Collected data entries:
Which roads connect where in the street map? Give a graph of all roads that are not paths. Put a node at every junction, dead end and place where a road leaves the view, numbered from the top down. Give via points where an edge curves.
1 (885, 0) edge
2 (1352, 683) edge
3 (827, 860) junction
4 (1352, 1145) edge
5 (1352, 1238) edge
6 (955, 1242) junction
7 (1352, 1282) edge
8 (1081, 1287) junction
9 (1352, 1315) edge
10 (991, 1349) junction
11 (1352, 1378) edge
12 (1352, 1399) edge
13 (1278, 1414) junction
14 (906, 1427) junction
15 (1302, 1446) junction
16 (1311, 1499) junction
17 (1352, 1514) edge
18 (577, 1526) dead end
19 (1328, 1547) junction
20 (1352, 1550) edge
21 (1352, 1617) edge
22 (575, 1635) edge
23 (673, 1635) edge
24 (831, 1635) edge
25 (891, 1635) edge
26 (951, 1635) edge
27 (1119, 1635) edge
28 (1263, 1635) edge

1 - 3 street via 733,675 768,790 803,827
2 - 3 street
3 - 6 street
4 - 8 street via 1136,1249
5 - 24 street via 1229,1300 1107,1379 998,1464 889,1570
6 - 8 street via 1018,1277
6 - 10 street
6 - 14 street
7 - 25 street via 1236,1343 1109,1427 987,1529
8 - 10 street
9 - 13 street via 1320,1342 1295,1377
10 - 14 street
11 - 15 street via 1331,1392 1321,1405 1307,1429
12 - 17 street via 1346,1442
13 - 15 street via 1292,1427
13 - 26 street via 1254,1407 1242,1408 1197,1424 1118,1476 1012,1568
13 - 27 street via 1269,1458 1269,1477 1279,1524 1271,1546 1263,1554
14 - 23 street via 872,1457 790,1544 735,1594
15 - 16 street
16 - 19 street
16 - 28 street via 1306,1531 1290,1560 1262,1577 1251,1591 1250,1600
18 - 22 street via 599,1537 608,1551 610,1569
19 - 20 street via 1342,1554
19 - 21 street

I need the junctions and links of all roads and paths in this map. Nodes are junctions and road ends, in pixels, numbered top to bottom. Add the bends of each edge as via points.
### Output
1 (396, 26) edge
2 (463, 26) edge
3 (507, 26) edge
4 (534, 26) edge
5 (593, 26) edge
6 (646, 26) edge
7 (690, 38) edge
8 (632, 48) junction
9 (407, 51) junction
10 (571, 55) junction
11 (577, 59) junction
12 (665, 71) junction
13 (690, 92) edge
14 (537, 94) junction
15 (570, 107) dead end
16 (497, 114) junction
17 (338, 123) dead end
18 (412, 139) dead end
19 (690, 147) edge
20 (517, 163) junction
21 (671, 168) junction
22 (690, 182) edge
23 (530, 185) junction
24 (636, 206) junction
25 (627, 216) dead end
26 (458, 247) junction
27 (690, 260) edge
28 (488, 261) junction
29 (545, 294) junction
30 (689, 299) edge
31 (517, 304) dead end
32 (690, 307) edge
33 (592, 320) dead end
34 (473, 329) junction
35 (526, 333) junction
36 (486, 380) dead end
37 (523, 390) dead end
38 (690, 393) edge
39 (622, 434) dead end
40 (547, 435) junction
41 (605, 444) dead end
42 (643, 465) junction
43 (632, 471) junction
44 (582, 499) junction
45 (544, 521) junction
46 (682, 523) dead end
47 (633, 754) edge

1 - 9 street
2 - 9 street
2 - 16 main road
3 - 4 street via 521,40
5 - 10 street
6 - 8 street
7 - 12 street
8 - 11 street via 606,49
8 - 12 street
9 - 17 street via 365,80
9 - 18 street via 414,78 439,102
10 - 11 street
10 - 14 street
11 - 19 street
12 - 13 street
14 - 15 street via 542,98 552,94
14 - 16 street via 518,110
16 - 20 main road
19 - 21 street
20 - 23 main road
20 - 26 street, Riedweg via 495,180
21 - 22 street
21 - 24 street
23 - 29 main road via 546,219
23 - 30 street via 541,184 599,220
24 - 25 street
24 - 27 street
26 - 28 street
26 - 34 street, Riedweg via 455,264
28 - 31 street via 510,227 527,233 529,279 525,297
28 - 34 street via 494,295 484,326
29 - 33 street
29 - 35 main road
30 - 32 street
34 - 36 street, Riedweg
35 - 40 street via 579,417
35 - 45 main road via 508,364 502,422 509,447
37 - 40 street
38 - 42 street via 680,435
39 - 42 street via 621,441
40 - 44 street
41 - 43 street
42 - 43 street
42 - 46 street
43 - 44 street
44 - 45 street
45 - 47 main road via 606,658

### Instructions to follow
An exact restatement of the data above is required.

### Result
Which roads connect where in the street map? Give a graph of all roads that are not paths. Put a node at every junction, dead end and place where a road leaves the view, numbered from the top down. Give via points where an edge curves.
1 (885, 0) edge
2 (1352, 683) edge
3 (827, 860) junction
4 (1352, 1145) edge
5 (1352, 1238) edge
6 (955, 1242) junction
7 (1352, 1282) edge
8 (1081, 1287) junction
9 (1352, 1315) edge
10 (991, 1349) junction
11 (1352, 1378) edge
12 (1352, 1399) edge
13 (1278, 1414) junction
14 (906, 1427) junction
15 (1302, 1446) junction
16 (1311, 1499) junction
17 (1352, 1514) edge
18 (577, 1526) dead end
19 (1328, 1547) junction
20 (1352, 1550) edge
21 (1352, 1617) edge
22 (575, 1635) edge
23 (673, 1635) edge
24 (831, 1635) edge
25 (891, 1635) edge
26 (951, 1635) edge
27 (1119, 1635) edge
28 (1263, 1635) edge

1 - 3 street via 733,675 768,790 803,827
2 - 3 street
3 - 6 street
4 - 8 street via 1136,1249
5 - 24 street via 1229,1300 1107,1379 998,1464 889,1570
6 - 8 street via 1018,1277
6 - 10 street
6 - 14 street
7 - 25 street via 1236,1343 1109,1427 987,1529
8 - 10 street
9 - 13 street via 1320,1342 1295,1377
10 - 14 street
11 - 15 street via 1331,1392 1321,1405 1307,1429
12 - 17 street via 1346,1442
13 - 15 street via 1292,1427
13 - 26 street via 1254,1407 1242,1408 1197,1424 1118,1476 1012,1568
13 - 27 street via 1269,1458 1269,1477 1279,1524 1271,1546 1263,1554
14 - 23 street via 872,1457 790,1544 735,1594
15 - 16 street
16 - 19 street
16 - 28 street via 1306,1531 1290,1560 1262,1577 1251,1591 1250,1600
18 - 22 street via 599,1537 608,1551 610,1569
19 - 20 street via 1342,1554
19 - 21 street

I need the junctions and links of all roads and paths in this map. Nodes are junctions and road ends, in pixels, numbered top to bottom. Add the bends of each edge as via points.
### Output
1 (396, 26) edge
2 (463, 26) edge
3 (507, 26) edge
4 (534, 26) edge
5 (593, 26) edge
6 (646, 26) edge
7 (690, 38) edge
8 (632, 48) junction
9 (407, 51) junction
10 (571, 55) junction
11 (577, 59) junction
12 (665, 71) junction
13 (690, 92) edge
14 (537, 94) junction
15 (570, 107) dead end
16 (497, 114) junction
17 (338, 123) dead end
18 (412, 139) dead end
19 (690, 147) edge
20 (517, 163) junction
21 (671, 168) junction
22 (690, 182) edge
23 (530, 185) junction
24 (636, 206) junction
25 (627, 216) dead end
26 (458, 247) junction
27 (690, 260) edge
28 (488, 261) junction
29 (545, 294) junction
30 (689, 299) edge
31 (517, 304) dead end
32 (690, 307) edge
33 (592, 320) dead end
34 (473, 329) junction
35 (526, 333) junction
36 (486, 380) dead end
37 (523, 390) dead end
38 (690, 393) edge
39 (622, 434) dead end
40 (547, 435) junction
41 (605, 444) dead end
42 (643, 465) junction
43 (632, 471) junction
44 (582, 499) junction
45 (544, 521) junction
46 (682, 523) dead end
47 (633, 754) edge

1 - 9 street
2 - 9 street
2 - 16 main road
3 - 4 street via 521,40
5 - 10 street
6 - 8 street
7 - 12 street
8 - 11 street via 606,49
8 - 12 street
9 - 17 street via 365,80
9 - 18 street via 414,78 439,102
10 - 11 street
10 - 14 street
11 - 19 street
12 - 13 street
14 - 15 street via 542,98 552,94
14 - 16 street via 518,110
16 - 20 main road
19 - 21 street
20 - 23 main road
20 - 26 street, Riedweg via 495,180
21 - 22 street
21 - 24 street
23 - 29 main road via 546,219
23 - 30 street via 541,184 599,220
24 - 25 street
24 - 27 street
26 - 28 street
26 - 34 street, Riedweg via 455,264
28 - 31 street via 510,227 527,233 529,279 525,297
28 - 34 street via 494,295 484,326
29 - 33 street
29 - 35 main road
30 - 32 street
34 - 36 street, Riedweg
35 - 40 street via 579,417
35 - 45 main road via 508,364 502,422 509,447
37 - 40 street
38 - 42 street via 680,435
39 - 42 street via 621,441
40 - 44 street
41 - 43 street
42 - 43 street
42 - 46 street
43 - 44 street
44 - 45 street
45 - 47 main road via 606,658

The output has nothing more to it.